Lakers’ Brandon Ingram “anxious” to play late vs. Memphis, but respects minutes restriction

LOS ANGELES –While sitting patiently on the bench, Lakers rookie forward Brandon Ingram started wondering if he would ever check into the game during crunchtime.

As the Lakers secured a 108-103 victory over the Memphis Grizzlies on Sunday at Staples Center, Ingram eventually realized it would not happen.

“I was definitely anxious to get back out there,” Ingram said.

Lakers coach Luke Walton was definitely anxious about doing that, though. Ingram offered continual growth in his aggression by scoring 13 points on 6-of-11 shooting. But Ingram had played on the second day of a back-to-back after missing the previous three games with tendinitis in his right knee. So, Walton found more value in keeping Ingram at a minutes restriction than allowing him to grow in a closeout game.

After Ingram logged 24 minutes on Saturday against the Clippers, Walton planned to extend that minutes restriction against Memphis. He chose otherwise for other reasons. Walton found it counterproductive for Ingram to play in a limited fourth-quarter stretch considering that might not be enough to build a rhythm. Walton found the closeout group that included D’Angelo Russell, Tyler Ennis, Jordan Clarkson, Julius Randle and Larry Nance Jr. playing just fine. And Walton figured to be cautious, even if Ingram has a day off on Monday and a practice day on Tuesday before the Lakers (22-55) visit the San Antonio Spurs (59-17) at AT&T Center.

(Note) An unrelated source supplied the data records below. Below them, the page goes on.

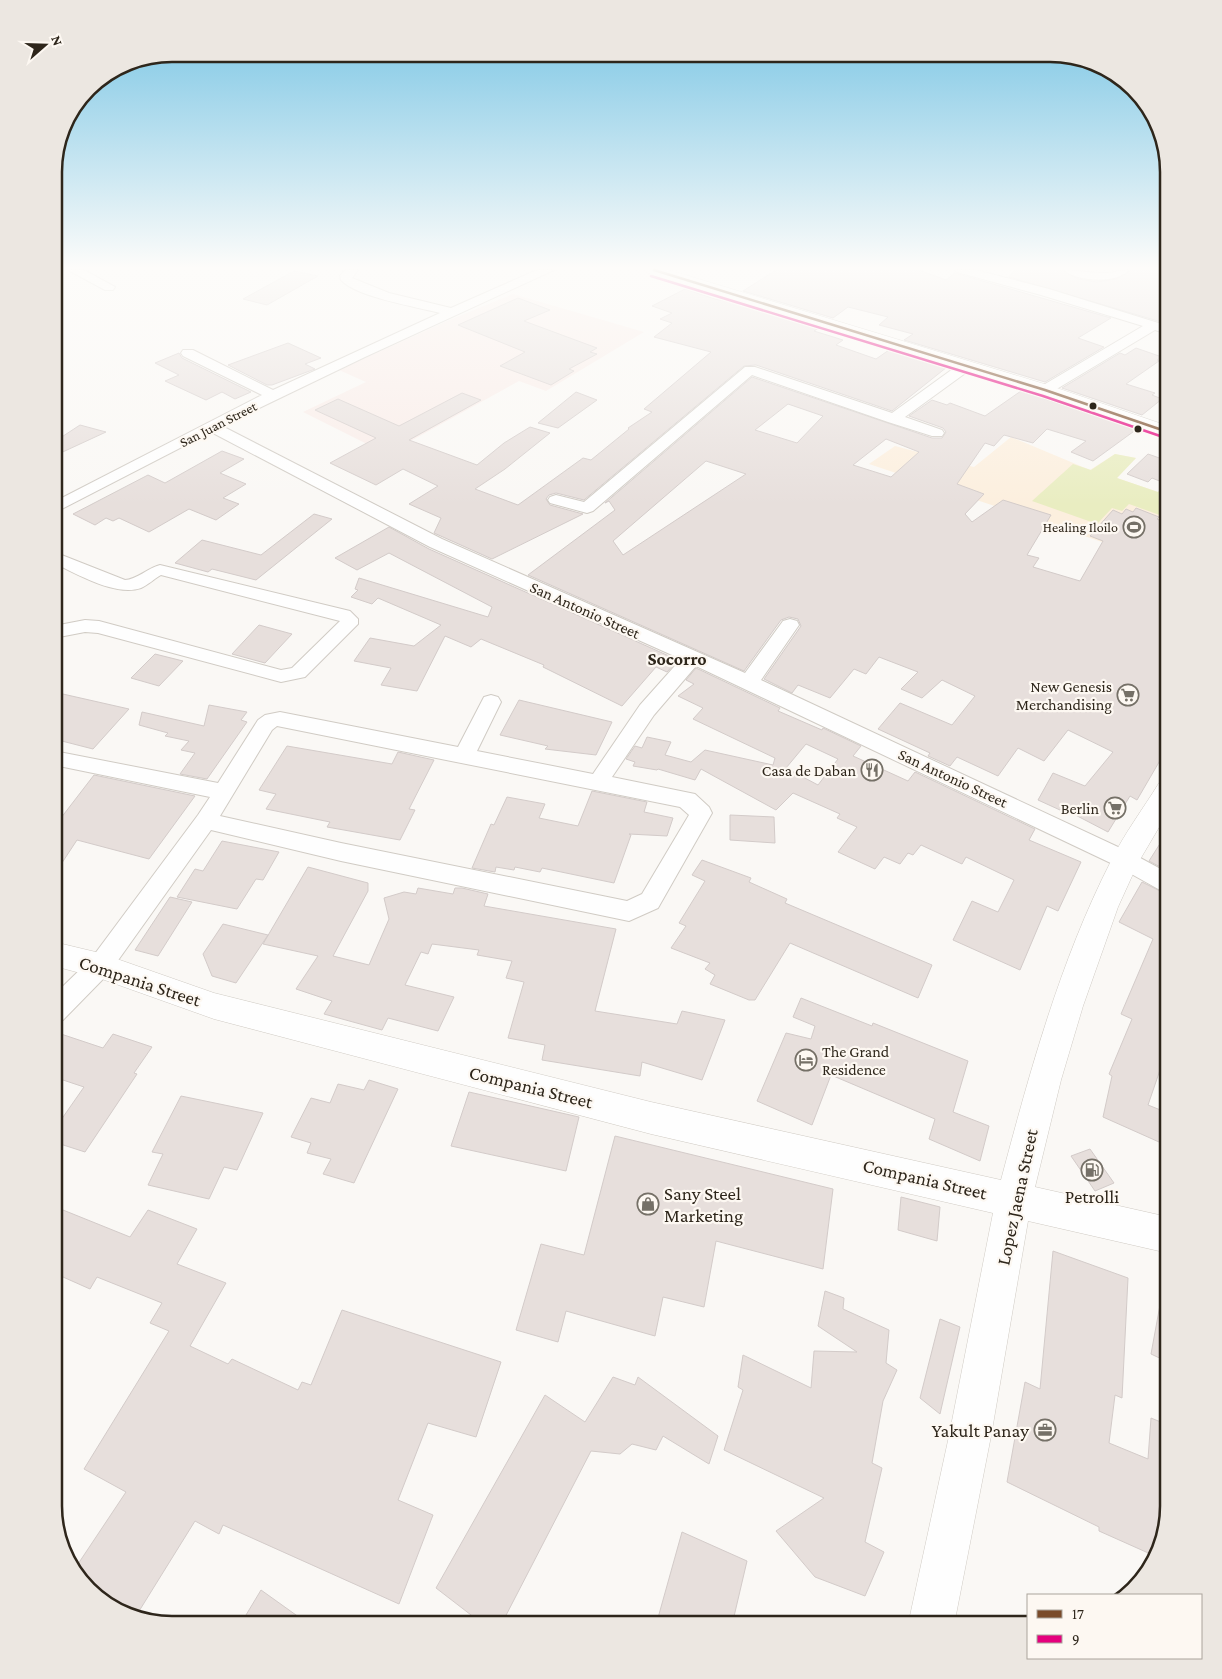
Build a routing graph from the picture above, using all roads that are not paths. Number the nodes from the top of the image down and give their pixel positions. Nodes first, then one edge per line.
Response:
1 (374, 348) edge
2 (908, 348) edge
3 (1115, 348) edge
4 (188, 353) dead end
5 (966, 366) junction
6 (1045, 390) junction
7 (274, 396) junction
8 (893, 419) junction
9 (212, 427) junction
10 (1160, 429) edge
11 (937, 433) dead end
12 (556, 500) dead end
13 (63, 504) edge
14 (63, 561) edge
15 (790, 625) dead end
16 (63, 630) edge
17 (692, 658) junction
18 (749, 682) junction
19 (491, 702) dead end
20 (465, 755) junction
21 (63, 760) edge
22 (598, 782) junction
23 (225, 792) junction
24 (1160, 803) edge
25 (206, 822) junction
26 (1125, 860) junction
27 (1160, 880) edge
28 (62, 956) edge
29 (100, 966) junction
30 (62, 1003) edge
31 (1014, 1199) junction
32 (1160, 1233) edge
33 (933, 1616) edge

1 - 7 street, San Juan Street
2 - 5 main road
3 - 6 street
4 - 7 street
5 - 6 main road
5 - 8 street
6 - 10 main road
7 - 9 street, San Juan Street
8 - 11 street
8 - 12 street
9 - 13 street, San Juan Street
9 - 17 street, San Antonio Street
14 - 16 street
15 - 18 street
17 - 18 street, San Antonio Street
17 - 22 street
18 - 26 street, San Antonio Street
19 - 20 street
20 - 22 street
20 - 23 street
21 - 23 street
22 - 25 street
23 - 25 street
24 - 26 main road, Lopez Jaena Street
25 - 29 street
26 - 27 street, San Antonio Street
26 - 31 main road, Lopez Jaena Street
28 - 29 main road, Compania Street
29 - 30 street
29 - 31 main road, Compania Street
31 - 32 main road, Compania Street
31 - 33 main road, Lopez Jaena Street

So when Ingram learned he would not play again with the score tied, 90-90, with 5:43 remaining, he processed his internal frustration while respecting Walton’s thought process.

“When you first hear it, it’s not something you want to go through. You don’t want to sit out and watch the game,” Ingram said. “I wanted to be in there. After a while, you think about being unselfish, just cheering for your teammates and just trying to get a win and feeding off of their energy.”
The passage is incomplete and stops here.